Some of the most common are:
Identical page TITLEs on your website
Identical META descriptions on your website
Reuse content across pages on your own website or across sites
Publishing your website on multiple domains (including with and without www.)
Pagination of pages
Products that are in several categories in your webshop
Filtering and sorting products in your webshop
Product descriptions that you get from the supplier and which are used by many webshops
You will often be able to find many of the above problems by searching for unique pieces of text from your pages in Google. But not always. If the pages have already been filtered out by Google, you will not find them.
If you have the opportunity, it may therefore be necessary to search directly in the content you have on your website.
I would also recommend that you crawl your website with e.g. Screaming Frog. It can help identify identical TITLEs, META descriptions of URLs that are very similar to each other.
Theoretical Duplicate Content Issues
It is a little harder to identify theoretical Duplicate Content problems. You can not see them and they may not give you any problems right now.
But then why waste time on them if they do not give you problems?
The problem with the theoretical Duplicate Content problems is that they can hide like a landmine under your website. If at some point you are so unlucky that they hit you and Google steps on the landmine, then you may suddenly find that large parts of your pages smoke out of the index.
Among a few of the most common theoretical Duplicate Content problems can be mentioned:
If your URLs can be accessed in multiple formats with a different mix of uppercase and lowercase characters than the ones you use in the internal links.
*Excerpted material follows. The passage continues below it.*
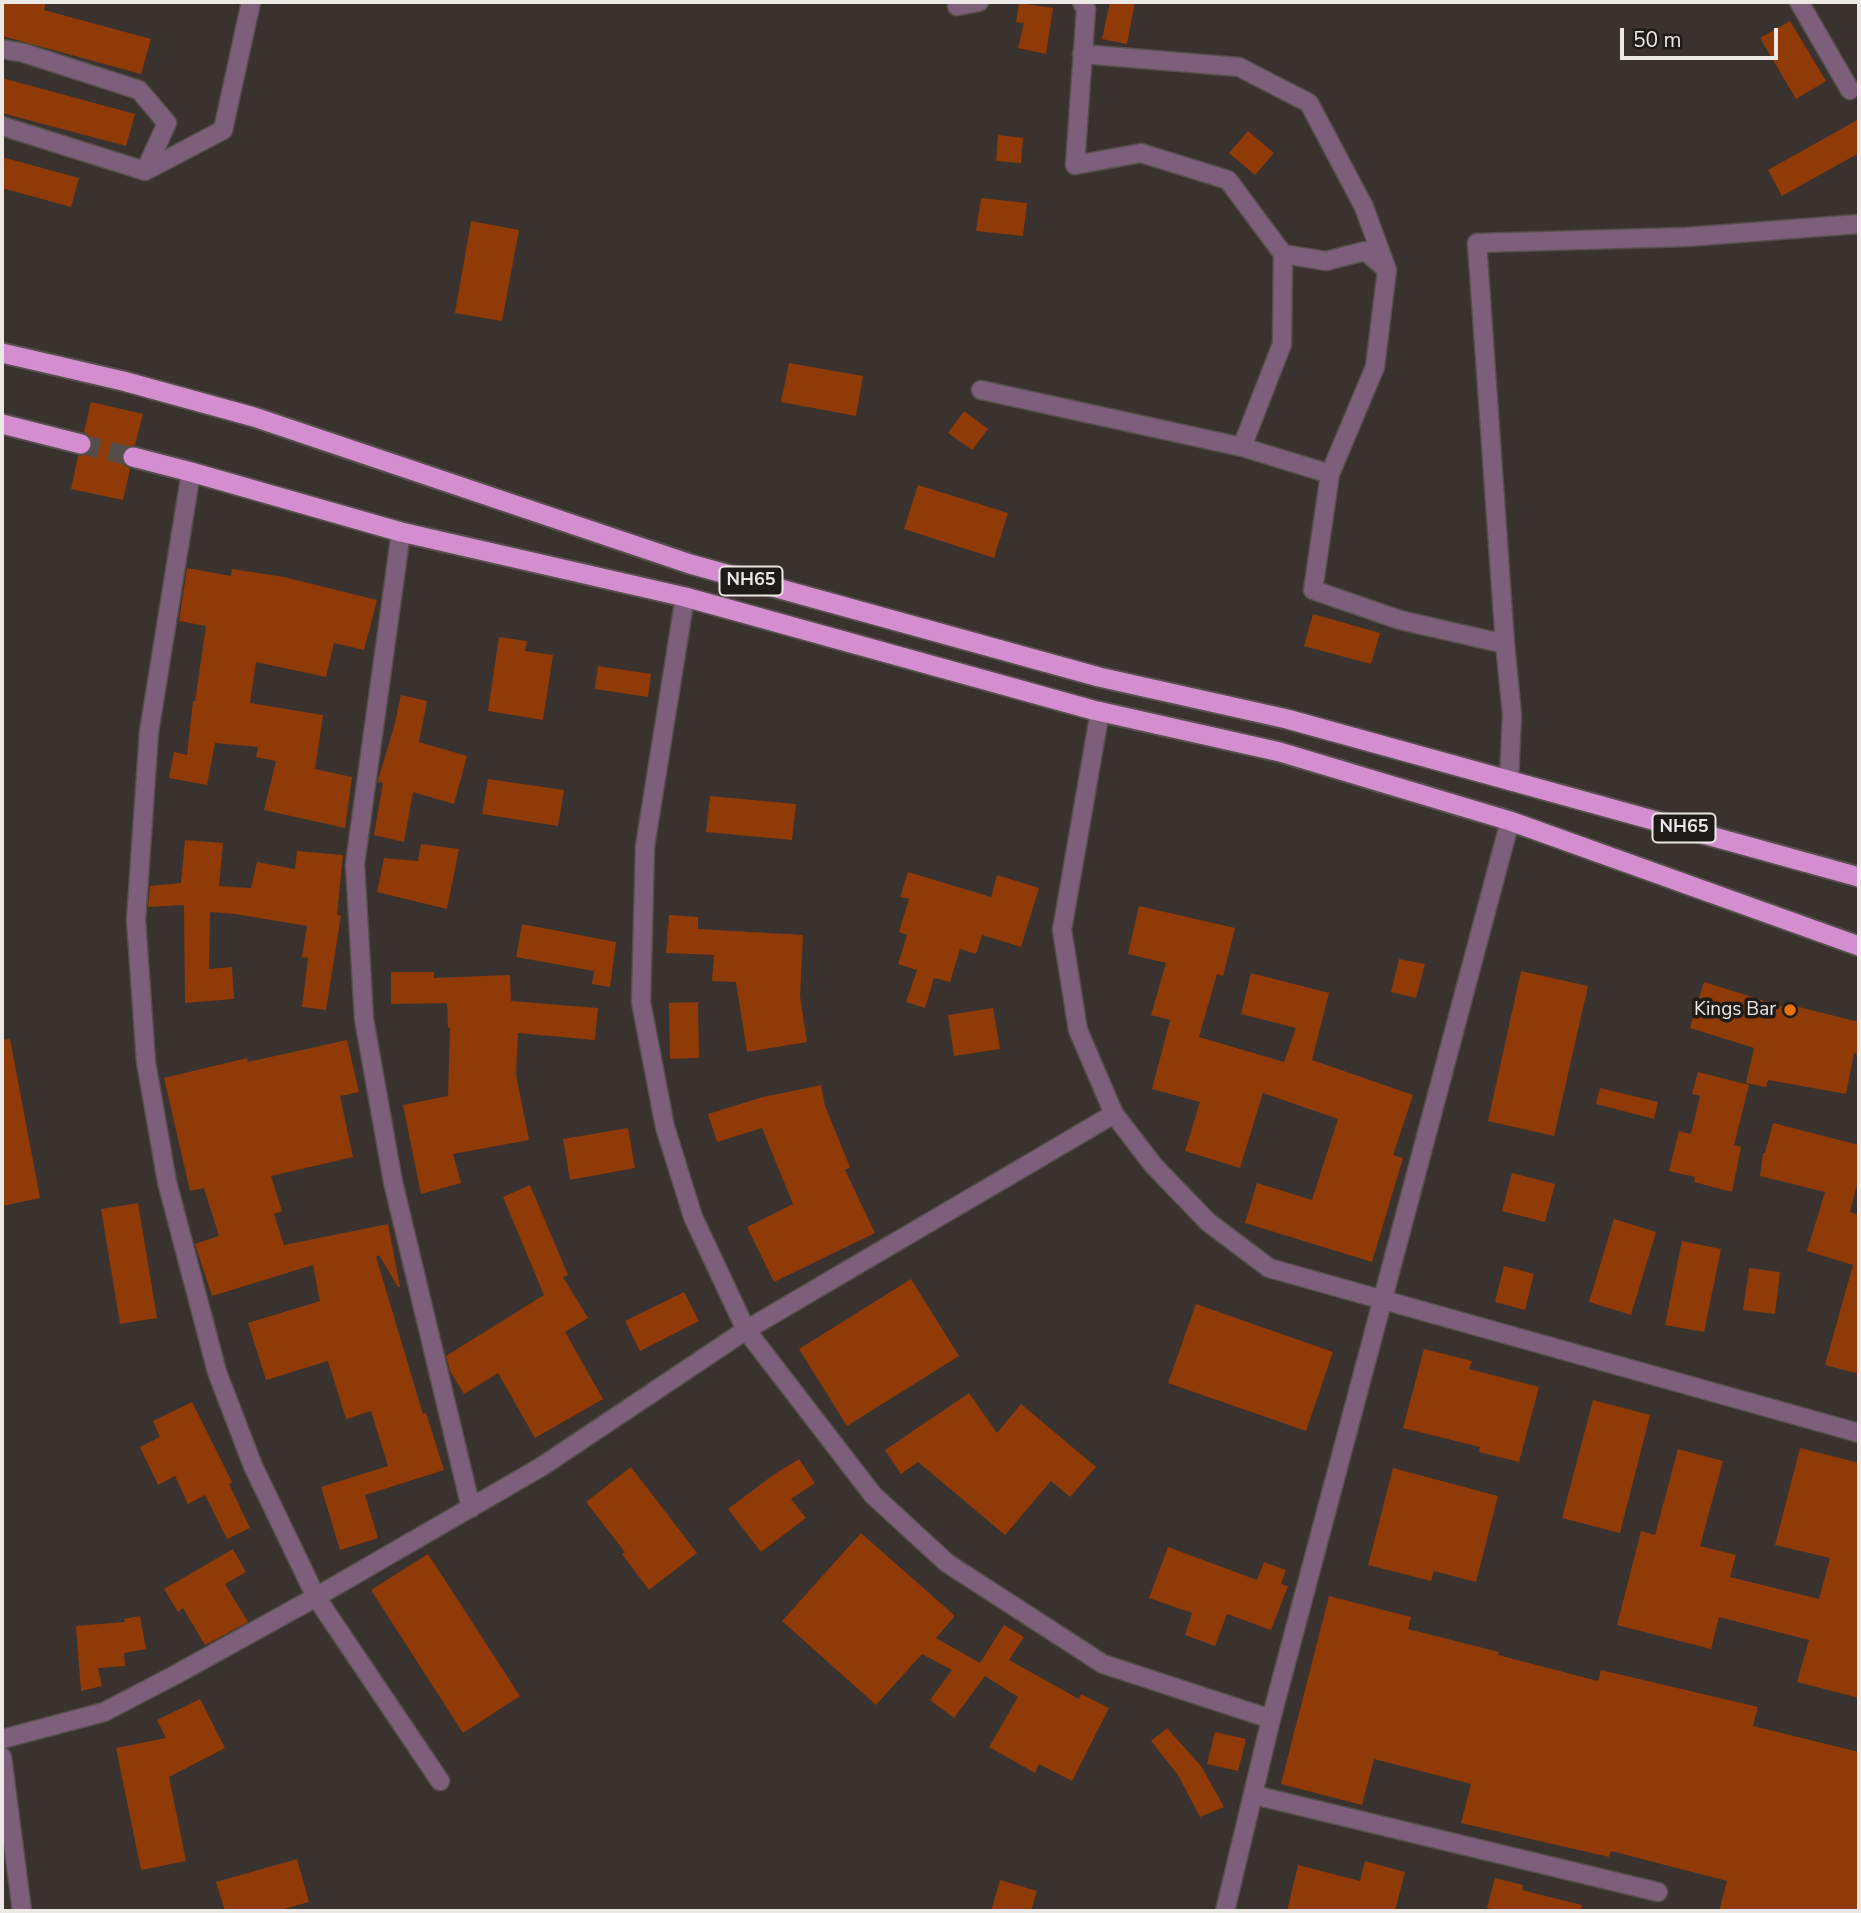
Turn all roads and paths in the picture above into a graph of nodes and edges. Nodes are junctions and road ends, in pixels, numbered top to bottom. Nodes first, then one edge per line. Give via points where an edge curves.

For example, if you have a page on /page-1.html and it also appears if you type PAGE-1.html, then they can give Duplicate Content problems
If one can call your pages with parameters not used. We sometimes find that other sites link with a tracking paraphrase, so a link to your page /page-1.html becomes /page-1.html?tracking=1234. This can cause Duplicate Content issues
Access your pages via multiple sub-domains or wild-card domains
Incorrect Server Header Codes – e.g. 200 OK (often before or after one or more re directs) on undetected pages that should return a 404 code
How To Fix Duplicate Content Issues?
Unfortunately, there is no single solution to all Duplicate Content issues that can be implemented on all websites.
Google recommends that you use CANONICAL tags to resolve many Duplicate Content issues. It’s just not a very solid solution, and it can not solve everything.
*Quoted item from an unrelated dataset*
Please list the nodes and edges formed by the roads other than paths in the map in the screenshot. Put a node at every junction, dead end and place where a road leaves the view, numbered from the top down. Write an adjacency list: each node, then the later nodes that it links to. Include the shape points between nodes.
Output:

The problem with CANONICAL tags is that it requires Google to read and interpret them correctly. Unfortunately, they do not always do that, and when they fail, you are the problem – not Google. I have experienced several times in the last few years that Google fails in interpreting otherwise correctly implemented CANONICAL tags.
Another, and far better way to resolve most Duplicate Content issues is to resolve it at the server level. Then there is nothing to be interpreted by Google.
In short, a server-based solution involves checking when a page loads, whether it is called in the correct format, and if it does not, then responding with a 301 redirect to the correct URL.
It does not solve problems with text reuse, identical META data, etc., but it does solve a large part of the technical challenges.